Transcriptomic signature can distinguish chronic neutrophilic leukemia from ambiguous neutrophilic leukemias

Chao Guo ^* Zhen-Ling Li

• China-Japan Friendship Hospital, Beijing, China

The identification of uncommon neutrophilic leukemias presents a challenging task, owing to the analogous morphological characteristics and the dearth of molecular markers.Transcriptomic profile of bone marrow cells in this disease subset has been rarely explored.The OHSU-CNL dataset, encompassing clinical parameters and parallel transcriptomic matrix, was downloaded from the GDC database. Utilizing R software, distinctive coexpressed gene modules and pivotal genes for CNL were identified. Subsequently, a diagnostic model for CNL, denoted as CNL-5, was formulated employing LASSO regression analysis. Diagnostic power of the CNL-5 model was compared with conventional clinical/genetic markers via multi-ROC analysis.Divergence of overall survival between CNL-5 risk groups was delineated by Kaplan-Meier analysis, predictive power (AUC and Harrison's C index) was obtained by time dependent ROC as well.Moreover, cell signaling pathways associating with CNL-5 risk were identified by GESA.Neither clinical indicators nor genetic markers were sufficient to classify neutrophilic leukemias.

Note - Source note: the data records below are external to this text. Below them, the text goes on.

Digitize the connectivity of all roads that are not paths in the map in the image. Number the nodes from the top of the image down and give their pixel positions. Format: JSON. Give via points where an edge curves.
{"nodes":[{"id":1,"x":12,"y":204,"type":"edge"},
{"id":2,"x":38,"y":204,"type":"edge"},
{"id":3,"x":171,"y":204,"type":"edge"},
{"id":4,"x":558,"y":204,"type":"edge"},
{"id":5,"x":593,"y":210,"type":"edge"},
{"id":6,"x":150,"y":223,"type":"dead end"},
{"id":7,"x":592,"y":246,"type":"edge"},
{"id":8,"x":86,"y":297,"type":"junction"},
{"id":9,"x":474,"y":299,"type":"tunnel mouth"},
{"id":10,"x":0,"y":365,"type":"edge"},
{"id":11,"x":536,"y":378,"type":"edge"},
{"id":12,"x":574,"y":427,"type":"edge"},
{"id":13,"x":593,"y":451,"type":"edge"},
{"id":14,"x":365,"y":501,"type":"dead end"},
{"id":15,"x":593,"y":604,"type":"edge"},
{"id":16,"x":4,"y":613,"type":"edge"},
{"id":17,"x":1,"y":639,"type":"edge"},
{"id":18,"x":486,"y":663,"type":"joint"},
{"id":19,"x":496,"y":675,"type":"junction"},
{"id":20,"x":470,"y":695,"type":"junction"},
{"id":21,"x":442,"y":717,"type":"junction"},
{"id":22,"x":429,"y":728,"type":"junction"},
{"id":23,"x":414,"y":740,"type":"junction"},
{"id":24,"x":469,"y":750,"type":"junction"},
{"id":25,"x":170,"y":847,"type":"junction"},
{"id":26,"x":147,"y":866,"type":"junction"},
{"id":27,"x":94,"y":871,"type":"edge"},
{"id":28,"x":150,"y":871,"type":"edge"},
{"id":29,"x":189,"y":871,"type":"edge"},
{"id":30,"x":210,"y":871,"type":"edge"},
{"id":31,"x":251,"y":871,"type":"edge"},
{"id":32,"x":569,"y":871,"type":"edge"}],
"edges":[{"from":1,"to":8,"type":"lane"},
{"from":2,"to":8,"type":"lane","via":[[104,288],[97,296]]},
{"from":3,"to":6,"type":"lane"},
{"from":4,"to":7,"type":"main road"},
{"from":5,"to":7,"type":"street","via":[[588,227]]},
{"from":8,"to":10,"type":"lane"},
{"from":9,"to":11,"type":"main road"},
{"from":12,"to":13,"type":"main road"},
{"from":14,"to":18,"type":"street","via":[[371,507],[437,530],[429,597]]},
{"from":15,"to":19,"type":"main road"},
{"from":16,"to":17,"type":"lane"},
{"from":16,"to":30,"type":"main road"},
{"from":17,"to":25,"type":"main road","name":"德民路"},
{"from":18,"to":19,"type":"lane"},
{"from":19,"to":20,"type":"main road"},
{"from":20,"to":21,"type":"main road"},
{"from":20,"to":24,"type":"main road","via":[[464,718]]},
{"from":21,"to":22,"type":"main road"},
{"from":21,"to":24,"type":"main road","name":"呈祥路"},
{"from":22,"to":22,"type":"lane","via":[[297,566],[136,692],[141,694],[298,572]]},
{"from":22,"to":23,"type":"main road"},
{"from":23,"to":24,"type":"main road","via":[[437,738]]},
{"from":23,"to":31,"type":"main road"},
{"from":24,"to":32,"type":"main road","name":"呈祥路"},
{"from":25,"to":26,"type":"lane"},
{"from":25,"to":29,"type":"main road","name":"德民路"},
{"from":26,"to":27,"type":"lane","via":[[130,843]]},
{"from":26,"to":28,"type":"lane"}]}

Through WGCNA, the 'brown' module was discerned to be CNL-specific (p = 8e-16, R² = 0.5). Via LASSO analysis, CNL-5 model, with risk scores based on weighted expression value of five genes (PDCD7/CR2/ZSCAN20/TRIM68/LILRA6), dichotomized patients into "CNL-like" and "Atypical-CNL" groups. Compared to Atypical-CNL group, CNL-like group demonstrated a clinical phenotype more consistent with CNL and had a significantly higher prevalence of CSF3R mutations (p < 0.05). Additionally, AUC of the CNL-5 risk model surpassed that of conventional clinical/genetic markers, which was validated by GSE42731 dataset. Poorer survival was revealed in high-risk group than that of low-risk group defined by CNL-5 model. GSEA identified CNL-5-associated pathways, including the inhibition of oxidative phosphorylation, and the activation of IL6-JAK-STAT3 signaling, etc.A novel diagnostic assessment for CNL was developed according to expression signature, exhibiting superior diagnostic utility compared to conventional indicators.